[Items from a dataset]
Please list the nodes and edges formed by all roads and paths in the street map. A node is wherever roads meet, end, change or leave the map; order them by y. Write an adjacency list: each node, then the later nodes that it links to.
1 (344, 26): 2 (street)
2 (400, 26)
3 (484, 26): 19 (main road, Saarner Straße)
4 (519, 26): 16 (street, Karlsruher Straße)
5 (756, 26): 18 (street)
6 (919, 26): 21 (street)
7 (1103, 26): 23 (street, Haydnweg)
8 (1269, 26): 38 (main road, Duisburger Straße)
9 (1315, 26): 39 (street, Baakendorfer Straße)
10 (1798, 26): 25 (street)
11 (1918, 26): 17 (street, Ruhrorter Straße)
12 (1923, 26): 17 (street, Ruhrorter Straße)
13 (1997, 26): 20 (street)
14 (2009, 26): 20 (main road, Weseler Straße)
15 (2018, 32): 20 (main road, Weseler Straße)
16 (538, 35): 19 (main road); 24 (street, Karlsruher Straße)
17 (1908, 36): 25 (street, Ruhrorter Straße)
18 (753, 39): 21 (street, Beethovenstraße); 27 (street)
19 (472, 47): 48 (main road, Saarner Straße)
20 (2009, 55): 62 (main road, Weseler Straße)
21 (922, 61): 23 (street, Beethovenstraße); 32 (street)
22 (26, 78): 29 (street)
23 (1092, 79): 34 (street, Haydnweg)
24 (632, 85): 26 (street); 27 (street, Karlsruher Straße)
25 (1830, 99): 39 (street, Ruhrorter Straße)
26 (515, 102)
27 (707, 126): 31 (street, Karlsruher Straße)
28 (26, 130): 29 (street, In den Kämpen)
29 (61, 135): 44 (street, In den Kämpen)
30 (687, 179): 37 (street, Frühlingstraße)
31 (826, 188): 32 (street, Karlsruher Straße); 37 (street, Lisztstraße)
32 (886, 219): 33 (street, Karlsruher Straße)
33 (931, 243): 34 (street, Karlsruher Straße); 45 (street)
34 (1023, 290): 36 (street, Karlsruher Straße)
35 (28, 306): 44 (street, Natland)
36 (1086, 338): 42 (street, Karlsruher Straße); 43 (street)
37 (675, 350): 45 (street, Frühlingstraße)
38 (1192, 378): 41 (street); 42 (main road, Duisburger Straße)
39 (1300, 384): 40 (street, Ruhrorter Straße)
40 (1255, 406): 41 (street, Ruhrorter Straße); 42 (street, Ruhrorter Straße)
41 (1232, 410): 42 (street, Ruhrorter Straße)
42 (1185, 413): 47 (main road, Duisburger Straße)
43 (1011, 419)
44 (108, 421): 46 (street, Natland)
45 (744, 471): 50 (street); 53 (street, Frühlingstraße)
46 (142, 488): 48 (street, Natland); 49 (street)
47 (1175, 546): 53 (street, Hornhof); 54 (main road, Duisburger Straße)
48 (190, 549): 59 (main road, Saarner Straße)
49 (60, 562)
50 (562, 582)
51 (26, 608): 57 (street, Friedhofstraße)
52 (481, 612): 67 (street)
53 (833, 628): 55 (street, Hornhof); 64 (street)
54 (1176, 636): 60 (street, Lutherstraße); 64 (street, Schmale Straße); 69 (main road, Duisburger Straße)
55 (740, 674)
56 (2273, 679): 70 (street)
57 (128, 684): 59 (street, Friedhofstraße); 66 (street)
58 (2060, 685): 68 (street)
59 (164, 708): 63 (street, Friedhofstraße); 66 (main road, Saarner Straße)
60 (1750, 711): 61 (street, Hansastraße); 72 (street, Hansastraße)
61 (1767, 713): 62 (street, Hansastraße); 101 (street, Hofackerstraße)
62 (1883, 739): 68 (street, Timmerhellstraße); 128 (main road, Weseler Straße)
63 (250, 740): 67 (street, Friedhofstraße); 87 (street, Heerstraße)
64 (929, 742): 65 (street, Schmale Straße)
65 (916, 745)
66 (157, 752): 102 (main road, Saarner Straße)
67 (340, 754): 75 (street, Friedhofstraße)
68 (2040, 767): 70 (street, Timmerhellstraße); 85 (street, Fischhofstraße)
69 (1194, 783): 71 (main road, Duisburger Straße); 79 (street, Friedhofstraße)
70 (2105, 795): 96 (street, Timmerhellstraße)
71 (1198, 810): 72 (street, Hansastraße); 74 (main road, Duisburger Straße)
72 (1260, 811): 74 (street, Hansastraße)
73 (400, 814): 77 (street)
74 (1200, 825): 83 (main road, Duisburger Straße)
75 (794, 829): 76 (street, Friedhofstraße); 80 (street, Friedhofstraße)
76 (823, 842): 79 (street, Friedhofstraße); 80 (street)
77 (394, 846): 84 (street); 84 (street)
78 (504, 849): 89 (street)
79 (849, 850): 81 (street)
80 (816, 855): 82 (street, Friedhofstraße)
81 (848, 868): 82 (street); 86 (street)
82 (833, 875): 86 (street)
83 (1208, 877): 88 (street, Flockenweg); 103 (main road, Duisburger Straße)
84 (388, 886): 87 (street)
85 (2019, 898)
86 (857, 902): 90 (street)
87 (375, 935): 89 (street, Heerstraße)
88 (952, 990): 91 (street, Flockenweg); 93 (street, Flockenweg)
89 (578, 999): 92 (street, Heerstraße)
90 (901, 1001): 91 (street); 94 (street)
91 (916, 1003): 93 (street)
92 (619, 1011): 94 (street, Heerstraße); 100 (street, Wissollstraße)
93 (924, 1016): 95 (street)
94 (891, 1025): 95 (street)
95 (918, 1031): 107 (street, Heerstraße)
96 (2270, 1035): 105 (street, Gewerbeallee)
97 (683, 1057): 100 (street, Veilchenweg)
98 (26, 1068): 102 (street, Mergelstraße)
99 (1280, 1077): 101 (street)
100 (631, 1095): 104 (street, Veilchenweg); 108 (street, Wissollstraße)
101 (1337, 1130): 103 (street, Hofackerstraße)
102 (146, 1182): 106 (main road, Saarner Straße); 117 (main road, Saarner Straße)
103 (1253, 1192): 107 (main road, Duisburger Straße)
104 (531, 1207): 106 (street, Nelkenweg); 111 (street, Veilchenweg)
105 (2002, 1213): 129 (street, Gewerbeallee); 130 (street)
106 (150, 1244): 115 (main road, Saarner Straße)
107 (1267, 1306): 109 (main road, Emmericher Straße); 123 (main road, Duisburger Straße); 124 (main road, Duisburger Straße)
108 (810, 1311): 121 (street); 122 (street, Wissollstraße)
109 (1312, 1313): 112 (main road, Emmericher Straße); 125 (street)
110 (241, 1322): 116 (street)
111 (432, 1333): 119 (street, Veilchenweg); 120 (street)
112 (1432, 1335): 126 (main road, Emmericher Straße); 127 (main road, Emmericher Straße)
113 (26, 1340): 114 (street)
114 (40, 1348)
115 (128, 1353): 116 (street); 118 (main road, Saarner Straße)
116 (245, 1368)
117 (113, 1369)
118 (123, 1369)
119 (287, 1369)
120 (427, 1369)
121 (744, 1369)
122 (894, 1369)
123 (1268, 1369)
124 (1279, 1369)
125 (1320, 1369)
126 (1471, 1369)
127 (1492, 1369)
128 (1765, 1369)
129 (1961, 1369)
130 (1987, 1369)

* Exercise objective
Considering only the data above, return the lines in which "Timmerhellstraße" occurs.

* Solution for this problem
62 (1883, 739): 68 (street, Timmerhellstraße); 128 (main road, Weseler Straße)
68 (2040, 767): 70 (street, Timmerhellstraße); 85 (street, Fischhofstraße)
70 (2105, 795): 96 (street, Timmerhellstraße)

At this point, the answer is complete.